En la Ciudad Autónoma de Buenos Aires, capital federal de la República Argentina, a los 21 días del mes de junio de 2016 se reúnen los señores jueces de la Sala V, para dictar la sentencia en esta causa, quienes se expiden en el orden de votación que fue sorteado oportunamente; y EL DOCTOR ENRIQUE NESTOR ARIAS GIBERT dijo:
Contra la sentencia de grado que hizo lugar parcialmente a la demanda apelan ambas partes.
El agravio de la demandada, como lo sostiene el agente fiscal ante esta Cámara, a cuyos fundamentos me remito, se encuentra desierto en los términos del artículo 116 LO.
La actora cuestiona que se hubiera denegado la pretensión por práctica desleal. Sostiene la sentencia que las conductas imputadas no se encuentran comprendidas en las hipótesis establecidas por el artículo 53 LAS. Comparto con la sentenciante la necesidad de tipicidad de la conducta imputada. No obstante ello, la ilegitimidad de la medida tomada encuadra en los incisos e y g del artículo 53 LAS en la medida que el acto antijurídico guarda relación directa con el carácter de delegado del actor. En segundo término cuestiona la procedencia de la acción por inexistencia de “actuar subjetivo”. Ello, por supuesto, es consecuencia del principio nulla poena sine culpa recogido por la Constitución Nacional por lo que presto mi adhesión teórica a lo sostenido en origen. Sin embargo, la decisión de modificar las condiciones de prestación de servicios de un delegado constituye un acto antijurídico realizado con discernimiento, intención y libertad, por lo que no se trata de una responsabilidad subjetiva sino por las consecuencias de un actuar deliberado, a menos que se hubiera alegado y probado que el agente de la administración que dispuso la medida hubiera estado afectado por una alteración morbosa de sus facultades. Por tanto, debe accederse al planteo en los términos del artículo 4 inciso a y 5.3. de la ley 25.212, por lo que corresponde condenar a la demandada en el 50% del salario mínimo vital y móvil por cada trabajador afectado en atención a la entidad del incumplimiento imputado.

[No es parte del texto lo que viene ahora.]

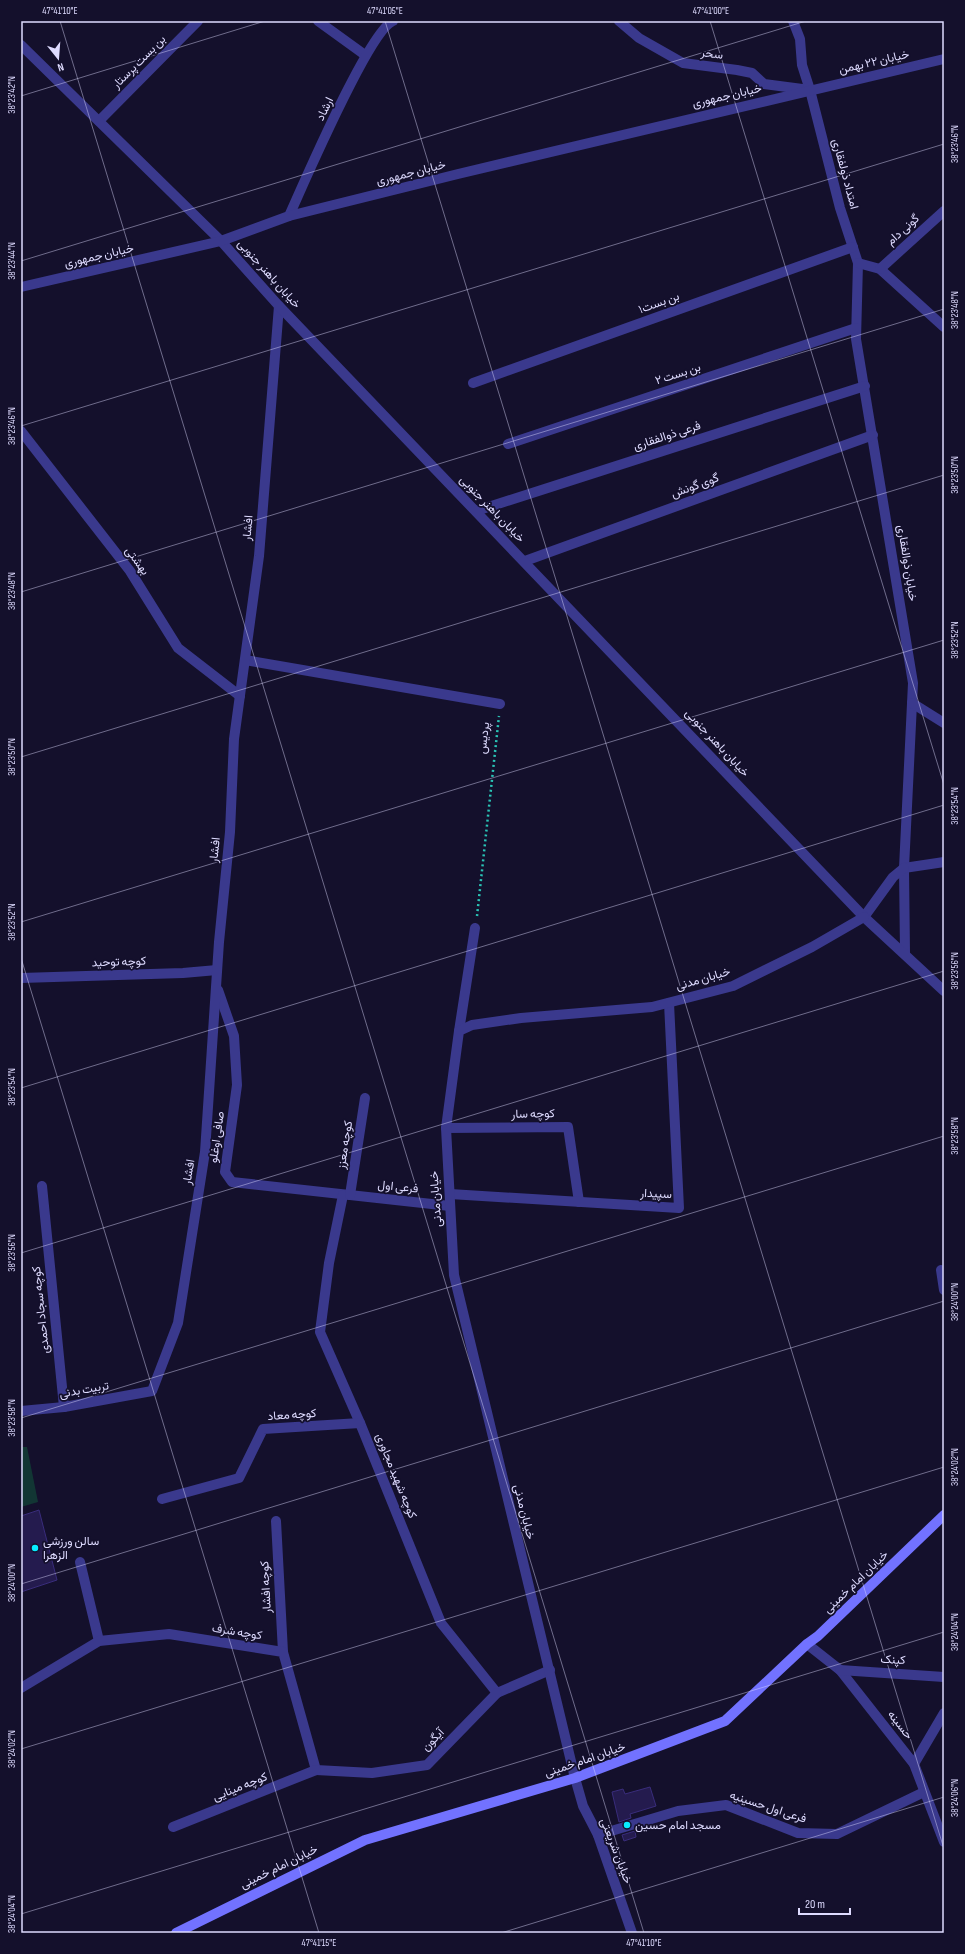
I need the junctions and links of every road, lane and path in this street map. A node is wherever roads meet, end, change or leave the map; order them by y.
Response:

En cuanto al daño moral irrogado, debe señalarse que las conductas productoras de agravios no se ciñen a la suspensión del actor sino que también implican actos de favoritismo contrario a la actividad sindical de ATE e incluso la injuria personal acreditada por Núñez. Por este motivo entiendo que debe accederse al reclamo por el valor de $ 50.000 a valores actuales.
Los intereses por la condena deben ajustarse a lo normado por acta 2601. Los daños e intereses son definidos por el Código Civil en relación a las obligaciones de dar sumas de dinero como “…el valor de la pérdida que haya sufrido, y el de la utilidad que haya dejado de percibir el acreedor de la obligación, por la inejecución de ésta a debido tiempo” (artículo 519 del Código Civil). A este concepto debe ajustarse la actividad de los jueces al fijar la tasa de interés. Si bien es facultad de cada uno de los magistrados la determinación de éstos a falta de disposición expresa o de manda legal, resulta conveniente sugerir criterios de aplicación general a ser utilizados por todo el fuero para evitar soluciones disímiles frente a circunstancias técnicamente idénticas.
Esta fue la función que realizó el acta de la Cámara Nacional de Apelaciones del Trabajo Nº 2357, pretendiendo ajustar el interés al precio de mercado del dinero, dando cumplimiento así a la manda del artículo 519 del Código Civil. Sin embargo, la tasa de interés utilizada sólo en apariencia ha cumplido con la función a la que estaba destinada en la medida que la tasa utilizada como referencia no corresponde a las operatorias comunes de mercado pues la utilización de préstamos tomando como garantía documentos comerciales ha caído en progresiva desuetudo desde finales del siglo pasado. Como consecuencia de la práctica inexistencia de la operatoria ella no refleja los valores transables del dinero en operaciones que permitan entender que se haya compensado la pérdida sufrida o la utilidad que haya dejado de percibir el acreedor de la obligación.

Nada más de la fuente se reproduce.